The prisoner's face is thin, but not long. His brow is high, but exceedingly narrow. His hair was short, his eyes are rather large and hazel, and they move furtively from side to side, his glance never lingering in any spot longer than the fraction of a second. His dark complextion is not that of one naturally a brunette, but looks as if he might have spent years in the tropics. His nose is long, thin, and the bone shows prominently, while his mouth is small. His neck is long and the Adam's apple is prominent.

Young was almost barefooted, his shoes being torn and worn out on the soles. He wore a cheap brown checked suit of clothes and a golf cap of mixed material. His linen was dirty, and he wore no neck-tie.

The police made an opening through the crowd from the gate to the carriage. young before he entered turned to Mr. Hart again, but Detective Findlay jerked him unceremoniously toward the door. Again he shouted:

"Mr. Hart! Mr. Hart!"

RAN AFTER THE CARRIAGE.

"Get in here!" exclaimed the detective, and the prisoner was pulled and shoved into the cab, and the driver gave the horse a sharp lash of the whip. The crowd scattered in front of the carriage, and hundreds of persons ran after it for blocks. At Forty-second Street and Park Avenue the cab got blocked by a car, and another endeavor was made to get a look at the prisoner. Hundreds fought their way to the windows. The carriage proceeded on its way to East Forty-first Street, followed by the crowd. It went through Fifth Avenue and thence to Police Headquarters.

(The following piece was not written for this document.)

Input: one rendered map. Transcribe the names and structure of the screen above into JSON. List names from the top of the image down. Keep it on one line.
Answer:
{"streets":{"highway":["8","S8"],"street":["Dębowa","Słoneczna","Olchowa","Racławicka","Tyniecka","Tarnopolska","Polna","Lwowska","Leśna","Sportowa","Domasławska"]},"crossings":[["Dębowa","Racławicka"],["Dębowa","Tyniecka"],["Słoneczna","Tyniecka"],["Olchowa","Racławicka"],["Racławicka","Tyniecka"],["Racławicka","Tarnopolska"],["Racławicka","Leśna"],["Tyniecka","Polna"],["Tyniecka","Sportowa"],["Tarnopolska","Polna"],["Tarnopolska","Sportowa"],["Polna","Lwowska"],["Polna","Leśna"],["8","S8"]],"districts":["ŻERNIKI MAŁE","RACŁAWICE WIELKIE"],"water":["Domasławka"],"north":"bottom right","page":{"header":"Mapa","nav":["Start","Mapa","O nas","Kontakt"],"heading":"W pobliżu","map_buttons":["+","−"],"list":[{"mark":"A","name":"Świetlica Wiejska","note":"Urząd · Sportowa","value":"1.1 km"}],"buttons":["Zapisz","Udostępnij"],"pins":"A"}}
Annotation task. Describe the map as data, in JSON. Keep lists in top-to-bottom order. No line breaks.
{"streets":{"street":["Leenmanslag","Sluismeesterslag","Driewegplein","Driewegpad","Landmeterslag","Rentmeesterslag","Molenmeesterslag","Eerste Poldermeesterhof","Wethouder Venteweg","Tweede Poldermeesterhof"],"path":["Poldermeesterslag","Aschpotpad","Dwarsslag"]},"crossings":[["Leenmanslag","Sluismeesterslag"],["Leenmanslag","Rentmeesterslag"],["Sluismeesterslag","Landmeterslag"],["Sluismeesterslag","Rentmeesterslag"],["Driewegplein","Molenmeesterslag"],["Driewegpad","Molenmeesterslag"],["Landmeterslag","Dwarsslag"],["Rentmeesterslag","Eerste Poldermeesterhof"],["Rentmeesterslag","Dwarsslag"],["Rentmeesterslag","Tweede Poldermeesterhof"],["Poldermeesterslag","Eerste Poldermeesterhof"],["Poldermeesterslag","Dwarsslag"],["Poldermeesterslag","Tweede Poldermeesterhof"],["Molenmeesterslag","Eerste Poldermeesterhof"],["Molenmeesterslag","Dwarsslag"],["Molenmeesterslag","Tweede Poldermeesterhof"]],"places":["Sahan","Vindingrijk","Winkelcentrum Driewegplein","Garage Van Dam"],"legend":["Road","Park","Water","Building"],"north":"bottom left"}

The crowd about Headquarters was almost as large as at the station, for the word had been sent there that Young was on the way. Even the old Italian women of the neighborhood gathered, and head were out of all the buildings near. The prisoner was taken in by the Mott Street entrance of the building. The prisoner was held at Headquarters for nearly two hours and then was taken in a carriage to the Criminal Court Building where he spent half an hour in the offic eof District Attorney Jerome. Later he was arraigned before Magistrate Mayo in the Centre Street Police Court and held, without bail, for examination next Tuesday.

While he was arraigned before the Magistrate, Young's demeanor was that of a frightened and hunted man. Once he tried to force a smile, after his lawyer had whispered in his ear something which could not be heard, but his attempt was pathetic.

The Tombs Warden, when asked about his new prisoner last night said:

"We put him in the hospital cell just for the sake of precaution. The nurses never take their eyes off of him. He has been examined by the prison physician, who found that there was nothing the matter with him, except that he was rund down but his lawyer be allowed to see him. No Mormons nor any friends have called for him."

Several hours after Captain Titus had told of Young's statement, which he called "a statement and not a confession," the Captain was asked if the prisoner had given any intimation of what he had done with Mrs. Pulitzer's jewelry that she wore on the night of the murder.

"Yes," was the reply, "he told my men he had sold it for $8.25. He had not pawned it. He gave the name of the place where he got rid of the valuables, and we are now looking them up.

Mac Levy, the Brooklyn gymnasium instructor, who knew Young, and who went to Derby on Monday to make the identification, said yesterday that he believed the story of the accomplice. He said Young told him the same things that he was said to have told the detectives. He also told Levy that he thought Eiling had given Mrs. Pulitzer "knockout drops" while he (Young) was away from the flat.